Mali 1 project: reaching out to ensure a better life for people with haemophilia

Improve haemophilia care by capacity building and awareness creation.

“As a child I remember watching other kids playing football and wondering why I could not play. I did not know what was wrong with me. Sometimes I had to stay at home, away from school for 2-3 weeks”. Despite being one of the very few people in Mali formally diagnosed with haemophilia, Daouda Mallé still faced a childhood full of uncertainty and unexplained pain caused by his condition.

Now 28 years old, Daouda remembers that there was no patient organisation in place and very little information about how to manage the condition when he was initially diagnosed in the early 1990s.

In fact, up to 2016 only 42 people with haemophilia had received a formal diagnosis in Mali. There were only six trained haematologists living in the country, and only two of them actually working in haemophilia. Dr Yacouba Diallo was one of those two. Dr Diallo knew that too many people were still undiagnosed and living a life of pain and isolation, so he set out to change that.

In 2016 only 42 out of 1,640 people with haemophilia were  diagnosed in Mali. 

Reaching people with haemophilia in Mali

The Mali 1 project started in 2016 with the main objectives of identifying as many new people with haemophilia and establishing haemophilia care in the regions by training healthcare professionals.

As a first step, Dr Diallo visited the Kenya Haemophilia Association to learn from their team, who has been a NNHF partner since 2012. The collaboration allowed Dr Diallo to get a better understanding of haemophilia, its impact on the African population and strengthened the ties between the two teams.

Using awareness to build a strong haemophilia network

To help identify new people with haemophilia, the project team started by creating awareness about the condition and organising outreach visits to densely populated cities. During one of his first outreach visits to deliver an educational session to traditional practitioners, Dr Diallo was confronted by a system of strong ethnical beliefs which attributed the symptoms of haemophilia to witchcraft, leading to marginalisation of people with haemophilia and their families. “I realised how crucial it is to educate the population, not only traditional practitioners but also families, and explain to them that people are suffering from a medical condition and are not victims of witchcraft,” Dr Diallo recalls. “This simple distinction makes a big difference to people’s lives.”

That first session set the tone and helped shape further educational sessions in the Bamako, Kayes, Sikasso, Ségou and Mopti regions of Mali.

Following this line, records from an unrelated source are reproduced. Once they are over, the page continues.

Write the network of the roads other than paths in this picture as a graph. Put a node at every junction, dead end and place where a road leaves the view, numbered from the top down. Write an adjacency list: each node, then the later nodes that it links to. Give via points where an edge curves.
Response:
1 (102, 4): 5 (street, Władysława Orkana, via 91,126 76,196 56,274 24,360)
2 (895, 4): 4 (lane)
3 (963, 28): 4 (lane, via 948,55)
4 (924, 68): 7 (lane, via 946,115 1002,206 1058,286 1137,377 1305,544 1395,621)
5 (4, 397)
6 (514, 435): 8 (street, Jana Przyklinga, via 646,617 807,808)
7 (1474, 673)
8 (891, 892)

The project team adopted an integrated approach, involving healthcare professionals, traditional practitioners and families in each of the sessions. These sessions led to the creation of a haemophilia network between people with haemophilia, healthcare professionals and traditional practitioners. Inspired by a new sense of empowerment, each group now plays an active role in creating change. Today, people with haemophilia like Daouda are more engaged and create awareness by sharing their experiences both in Bamako and across the other regions. Daouda, who has learned how to self-infuse, notes: “The educational session taught me a lot. If haemophilia is explained in a good way – meaning if people receive good information about haemophilia – there will be fewer problems and fewer disabled people”. 

“Collaboration is key“ observes Dr Diallo

Engaging the media to reach out to more people with haemophilia

The project team knew that to reach out to as many people living with bleeding disorders as possible they had to engage the media. They started to broadcast an awareness radio documentary over the period of one year then produced a short movie which was broadcasted in collaboration with the national television and subsequently retransmitted by other TV stations. Team members also undertook a series of media interviews. The media coverage resulted in consultations with those who had seen the movie or the interviews and recognised that they were experiencing the symptoms being described. By the end of the project, the number of people diagnosed with bleeding disorders had risen to 123.

To ensure newly identified people with haemophilia received the right support, wherever they live, the team also established a WhatsApp group to answer questions, provide support, and make referrals when needed.

Establishing basic haemophilia care across the country

The team presented the results of the project at the WFH Congress in Glasgow, UK in May 2018, showing the remarkable progress that had already been made in the country. Thanks to what has been achieved with the NNHF Mali 1 project, there is now greater knowledge about the condition across the country, basic care is available in key regions and people with haemophilia can receive care closer to their home. Before, many people had to travel 700-800 km to Bamako and stay in hospital for 2-3 days to receive basic care, missing school or days of work. The cost of the travel for the family was also very high, with many unable to afford it. That’s no longer the case for people like Daouda and his fellow people with haemophilia in Mali. Yet, there is still a need to travel to the capital city to receive advanced care. The Mali 2 project subsequently approved in November 2018 will focus on increasing the diagnosis rate even further by focusing on advocacy, training healthcare professionals and physiotherapists, decentralisation of care, and educational activities in three regions.